Do you have any comments on the above patch - does it make sense to you,
considering the effort you've done into researching how virtio does
this?
Jinhao Fan July 27, 2022, 8:16 a.m. UTC | #21
at 3:06 PM, Klaus Jensen <its@irrelevant.dk> wrote:

> On Jul 26 14:08, Klaus Jensen wrote:
>> Alright. Forget about the iommu, that was just a coincidence.
>> 
>> This patch seems to fix it.

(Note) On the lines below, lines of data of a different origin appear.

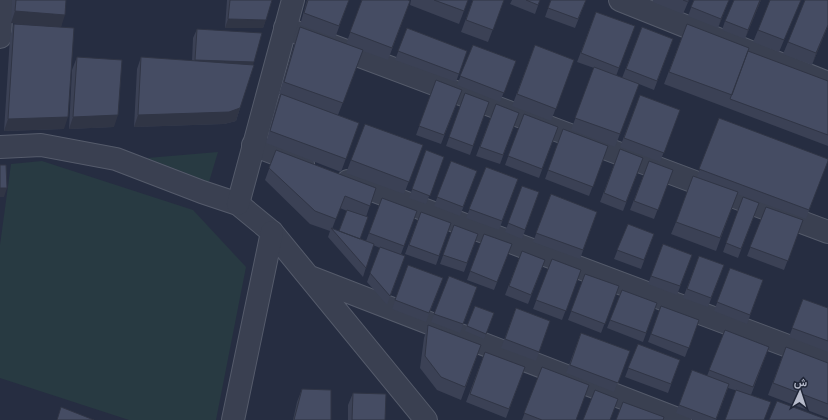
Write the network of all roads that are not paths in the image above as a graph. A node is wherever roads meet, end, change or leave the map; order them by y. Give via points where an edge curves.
1 (2, 0) edge
2 (293, 0) edge
3 (620, 0) edge
4 (285, 28) junction
5 (0, 37) edge
6 (828, 83) edge
7 (253, 145) junction
8 (0, 147) edge
9 (238, 204) junction
10 (272, 232) junction
11 (828, 232) edge
12 (308, 276) junction
13 (828, 361) edge
14 (423, 419) edge
15 (233, 420) edge
16 (680, 420) edge

1 - 5 street
2 - 4 street
3 - 6 street
4 - 7 street
4 - 11 street
7 - 9 street
7 - 13 street
8 - 9 street via 41,145 116,159
9 - 10 street
10 - 12 street
10 - 15 street
12 - 14 street
12 - 16 street

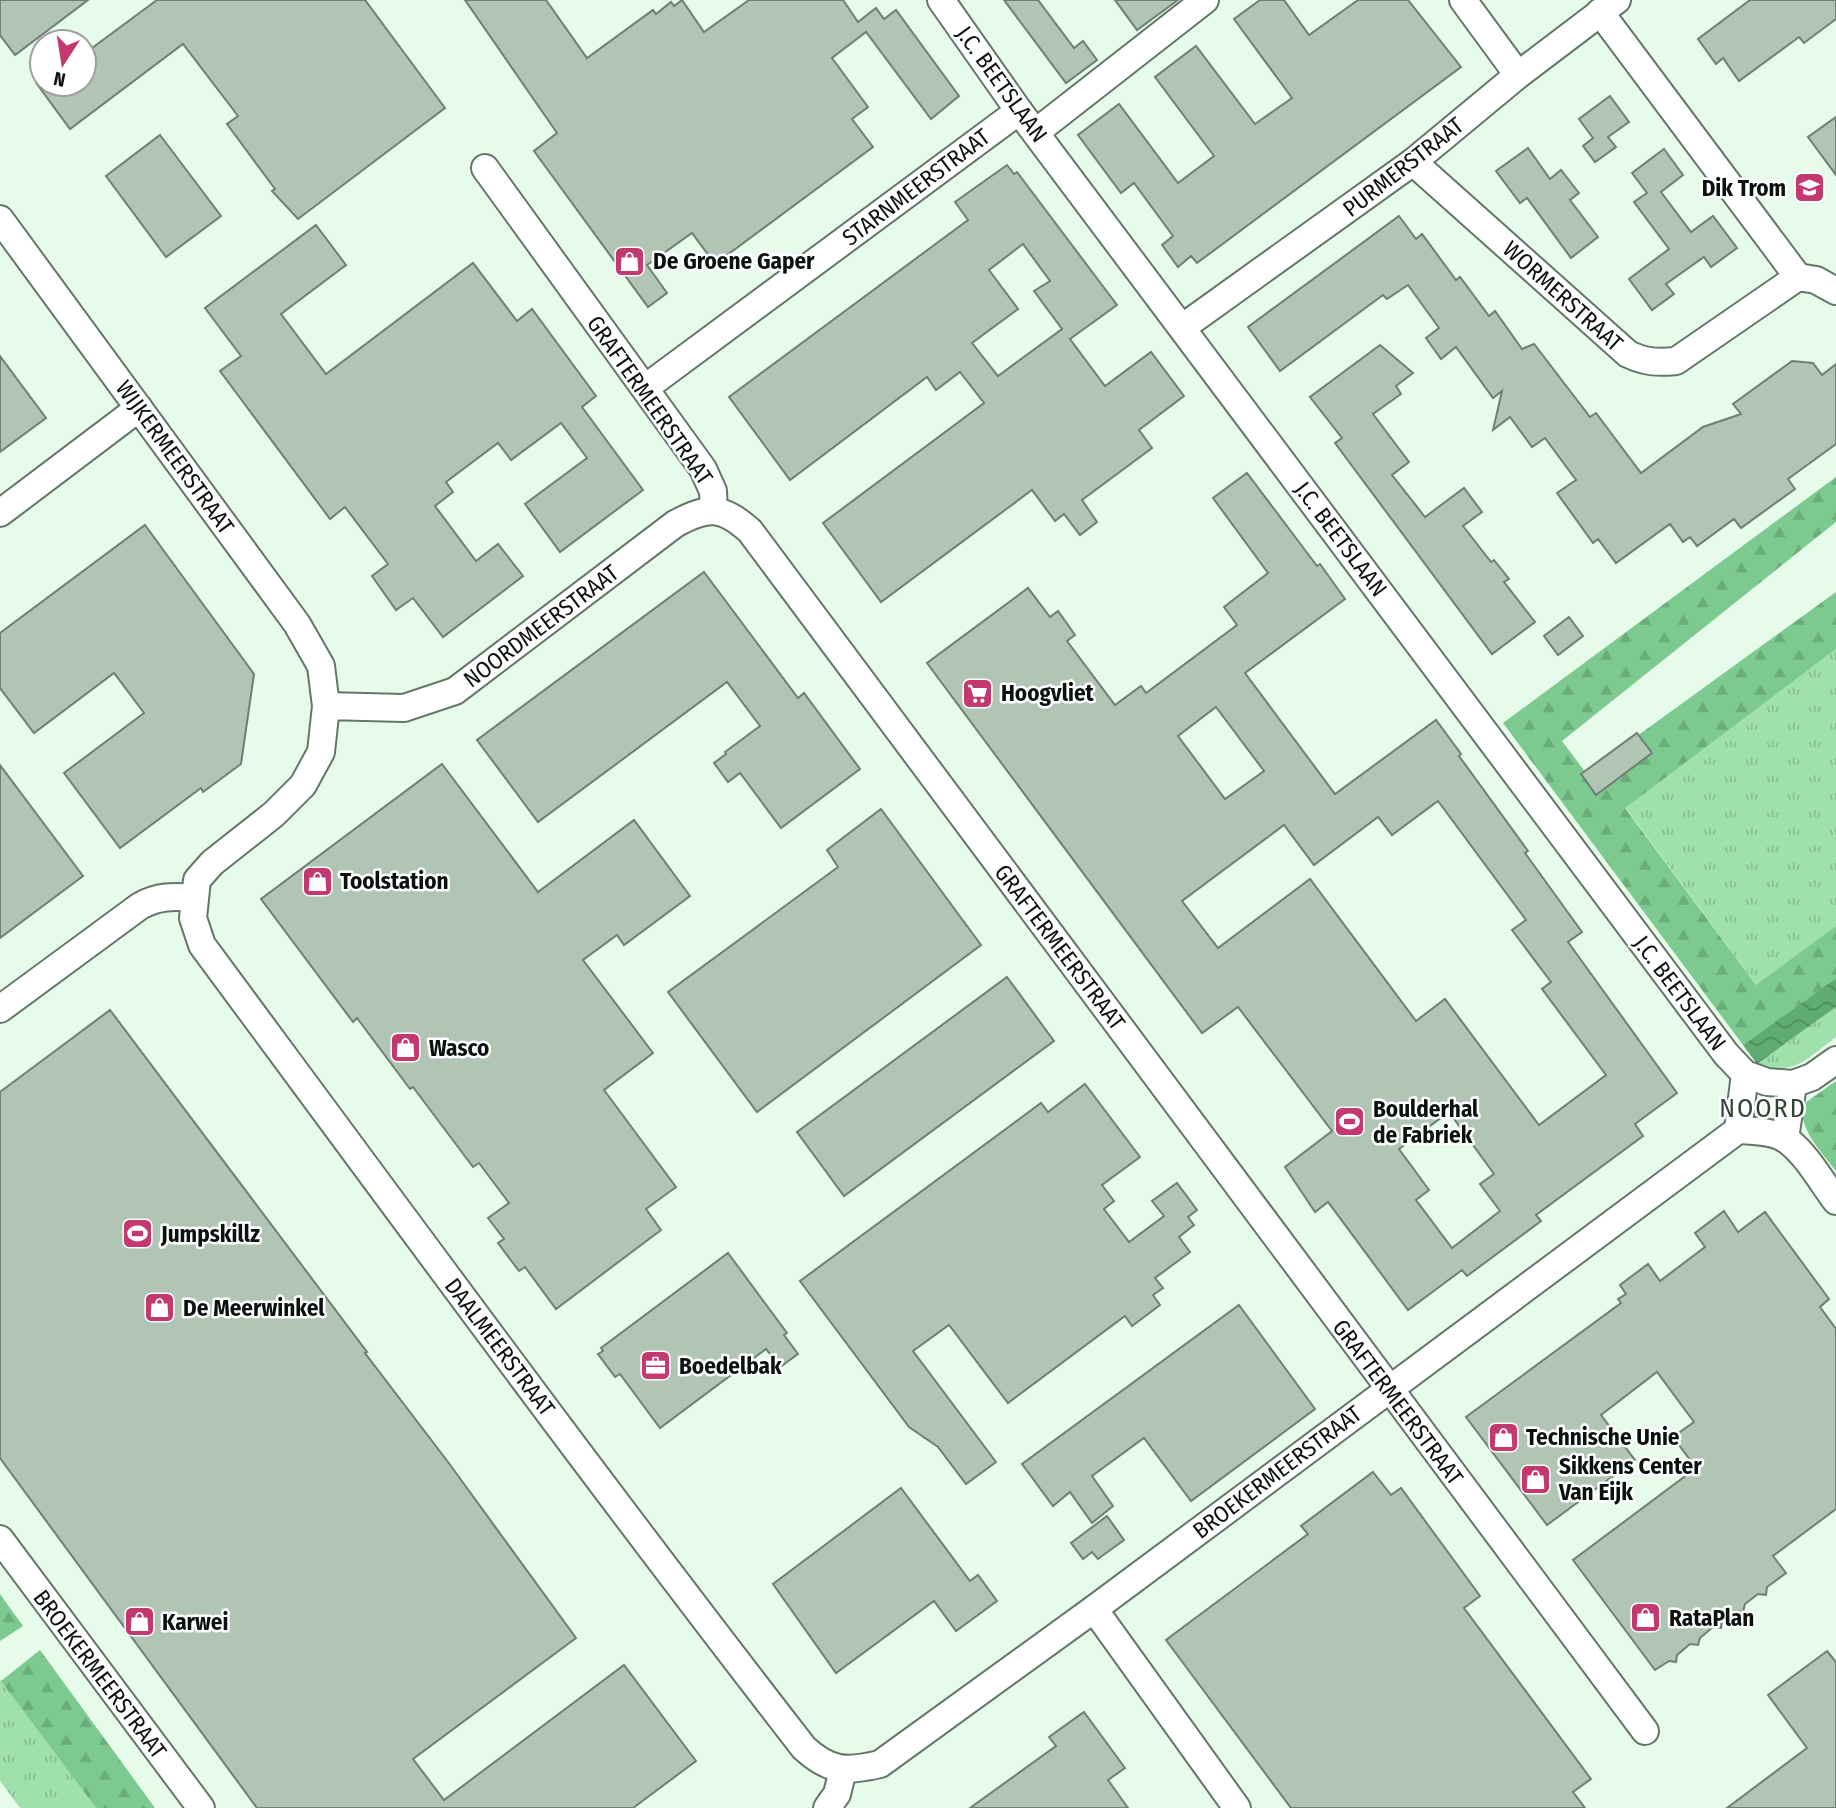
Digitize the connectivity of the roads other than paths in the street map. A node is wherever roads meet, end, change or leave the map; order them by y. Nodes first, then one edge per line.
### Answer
1 (941, 0) edge
2 (1205, 0) edge
3 (1463, 0) edge
4 (1609, 6) edge
5 (1518, 75) junction
6 (1019, 111) junction
7 (1036, 132) junction
8 (1413, 162) junction
9 (485, 168) dead end
10 (0, 219) edge
11 (1798, 277) junction
12 (1836, 291) edge
13 (1183, 327) junction
14 (645, 388) junction
15 (139, 408) junction
16 (713, 511) junction
17 (0, 513) edge
18 (326, 706) junction
19 (194, 898) junction
20 (0, 1009) edge
21 (1836, 1060) edge
22 (1745, 1074) junction
23 (1793, 1084) junction
24 (1738, 1130) junction
25 (1785, 1139) junction
26 (1836, 1201) edge
27 (1388, 1389) junction
28 (0, 1539) edge
29 (1094, 1609) junction
30 (1645, 1731) dead end
31 (843, 1770) junction
32 (201, 1808) edge
33 (827, 1808) edge
34 (1237, 1808) edge

1 - 6 street, J.C. BEETSLAAN
2 - 7 street
3 - 5 street
4 - 5 street, PURMERSTRAAT
4 - 11 street
5 - 8 street, PURMERSTRAAT
6 - 7 street, J.C. BEETSLAAN
6 - 14 street, STARNMEERSTRAAT
7 - 13 street, J.C. BEETSLAAN
8 - 11 street, WORMERSTRAAT
8 - 13 street, PURMERSTRAAT
9 - 14 street, GRAFTERMEERSTRAAT
10 - 15 street, WIJKERMEERSTRAAT
11 - 12 street
13 - 22 street, J.C. BEETSLAAN
14 - 16 street, GRAFTERMEERSTRAAT
15 - 17 street
15 - 18 street, WIJKERMEERSTRAAT
16 - 18 street, NOORDMEERSTRAAT
16 - 27 street, GRAFTERMEERSTRAAT
18 - 19 street
19 - 20 street
19 - 31 street, DAALMEERSTRAAT
21 - 23 street
22 - 23 street
22 - 24 street
23 - 25 street
24 - 25 street
24 - 27 street, BROEKERMEERSTRAAT
25 - 26 street
27 - 29 street, BROEKERMEERSTRAAT
27 - 30 street, GRAFTERMEERSTRAAT
28 - 32 street, BROEKERMEERSTRAAT
29 - 31 street, BROEKERMEERSTRAAT
29 - 34 street
31 - 33 street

I guess it is the
>> event_notifier_set_handler(..., NULL) that does the trick, but I'd like
>> to understand why ;)
>> 
>> 
>> diff --git i/hw/nvme/ctrl.c w/hw/nvme/ctrl.c
>> index 533ad14e7a61..3bc3c6bfbe78 100644
>> --- i/hw/nvme/ctrl.c
>> +++ w/hw/nvme/ctrl.c
>> @@ -4238,7 +4238,9 @@ static void nvme_cq_notifier(EventNotifier *e)
>>     NvmeCQueue *cq = container_of(e, NvmeCQueue, notifier);
>>     NvmeCtrl *n = cq->ctrl;
>> 
>> -    event_notifier_test_and_clear(&cq->notifier);
>> +    if (!event_notifier_test_and_clear(e)) {
>> +        return;
>> +    }
>> 
>>     nvme_update_cq_head(cq);
>> 
>> @@ -4275,7 +4277,9 @@ static void nvme_sq_notifier(EventNotifier *e)
>> {
>>     NvmeSQueue *sq = container_of(e, NvmeSQueue, notifier);
>> 
>> -    event_notifier_test_and_clear(&sq->notifier);
>> +    if (!event_notifier_test_and_clear(e)) {
>> +        return;
>> +    }
>> 

Yes, virtio also checks the return value of event_notifier_test_and_clear().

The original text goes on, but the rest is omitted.